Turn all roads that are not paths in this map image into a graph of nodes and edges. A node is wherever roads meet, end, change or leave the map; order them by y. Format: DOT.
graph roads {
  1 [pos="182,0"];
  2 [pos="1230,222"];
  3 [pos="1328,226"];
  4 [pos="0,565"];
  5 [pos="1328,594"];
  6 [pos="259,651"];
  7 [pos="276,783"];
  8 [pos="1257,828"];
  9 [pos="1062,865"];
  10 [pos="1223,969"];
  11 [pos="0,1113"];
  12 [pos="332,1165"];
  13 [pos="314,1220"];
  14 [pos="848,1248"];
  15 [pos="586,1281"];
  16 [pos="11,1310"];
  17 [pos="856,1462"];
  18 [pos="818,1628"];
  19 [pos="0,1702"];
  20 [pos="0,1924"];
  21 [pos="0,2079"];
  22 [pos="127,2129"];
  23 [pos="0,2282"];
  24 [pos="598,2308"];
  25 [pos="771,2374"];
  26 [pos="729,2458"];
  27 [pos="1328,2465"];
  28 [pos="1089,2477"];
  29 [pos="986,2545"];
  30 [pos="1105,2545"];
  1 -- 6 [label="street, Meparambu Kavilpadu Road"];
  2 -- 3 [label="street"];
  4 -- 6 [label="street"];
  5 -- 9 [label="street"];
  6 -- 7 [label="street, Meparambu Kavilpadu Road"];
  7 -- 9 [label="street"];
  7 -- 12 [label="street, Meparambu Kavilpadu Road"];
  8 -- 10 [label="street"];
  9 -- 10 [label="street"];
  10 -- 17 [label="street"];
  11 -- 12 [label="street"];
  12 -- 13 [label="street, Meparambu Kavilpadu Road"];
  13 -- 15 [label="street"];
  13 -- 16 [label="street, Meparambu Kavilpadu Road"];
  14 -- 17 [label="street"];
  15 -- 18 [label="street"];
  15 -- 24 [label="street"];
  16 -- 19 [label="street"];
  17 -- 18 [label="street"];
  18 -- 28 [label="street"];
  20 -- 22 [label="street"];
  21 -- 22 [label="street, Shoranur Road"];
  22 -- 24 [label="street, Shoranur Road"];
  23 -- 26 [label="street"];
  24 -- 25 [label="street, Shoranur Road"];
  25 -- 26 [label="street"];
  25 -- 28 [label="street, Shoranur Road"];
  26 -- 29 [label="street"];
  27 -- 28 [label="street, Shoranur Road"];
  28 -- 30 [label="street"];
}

━━━━━━━━━━━━━━━━━━━━

ACTIVITY » Every line of the listing above is to be repeated exactly as written.

EXPECTED OUTPUT »
Turn all roads that are not paths in this map image into a graph of nodes and edges. A node is wherever roads meet, end, change or leave the map; order them by y. Format: DOT.
graph roads {
  1 [pos="182,0"];
  2 [pos="1230,222"];
  3 [pos="1328,226"];
  4 [pos="0,565"];
  5 [pos="1328,594"];
  6 [pos="259,651"];
  7 [pos="276,783"];
  8 [pos="1257,828"];
  9 [pos="1062,865"];
  10 [pos="1223,969"];
  11 [pos="0,1113"];
  12 [pos="332,1165"];
  13 [pos="314,1220"];
  14 [pos="848,1248"];
  15 [pos="586,1281"];
  16 [pos="11,1310"];
  17 [pos="856,1462"];
  18 [pos="818,1628"];
  19 [pos="0,1702"];
  20 [pos="0,1924"];
  21 [pos="0,2079"];
  22 [pos="127,2129"];
  23 [pos="0,2282"];
  24 [pos="598,2308"];
  25 [pos="771,2374"];
  26 [pos="729,2458"];
  27 [pos="1328,2465"];
  28 [pos="1089,2477"];
  29 [pos="986,2545"];
  30 [pos="1105,2545"];
  1 -- 6 [label="street, Meparambu Kavilpadu Road"];
  2 -- 3 [label="street"];
  4 -- 6 [label="street"];
  5 -- 9 [label="street"];
  6 -- 7 [label="street, Meparambu Kavilpadu Road"];
  7 -- 9 [label="street"];
  7 -- 12 [label="street, Meparambu Kavilpadu Road"];
  8 -- 10 [label="street"];
  9 -- 10 [label="street"];
  10 -- 17 [label="street"];
  11 -- 12 [label="street"];
  12 -- 13 [label="street, Meparambu Kavilpadu Road"];
  13 -- 15 [label="street"];
  13 -- 16 [label="street, Meparambu Kavilpadu Road"];
  14 -- 17 [label="street"];
  15 -- 18 [label="street"];
  15 -- 24 [label="street"];
  16 -- 19 [label="street"];
  17 -- 18 [label="street"];
  18 -- 28 [label="street"];
  20 -- 22 [label="street"];
  21 -- 22 [label="street, Shoranur Road"];
  22 -- 24 [label="street, Shoranur Road"];
  23 -- 26 [label="street"];
  24 -- 25 [label="street, Shoranur Road"];
  25 -- 26 [label="street"];
  25 -- 28 [label="street, Shoranur Road"];
  26 -- 29 [label="street"];
  27 -- 28 [label="street, Shoranur Road"];
  28 -- 30 [label="street"];
}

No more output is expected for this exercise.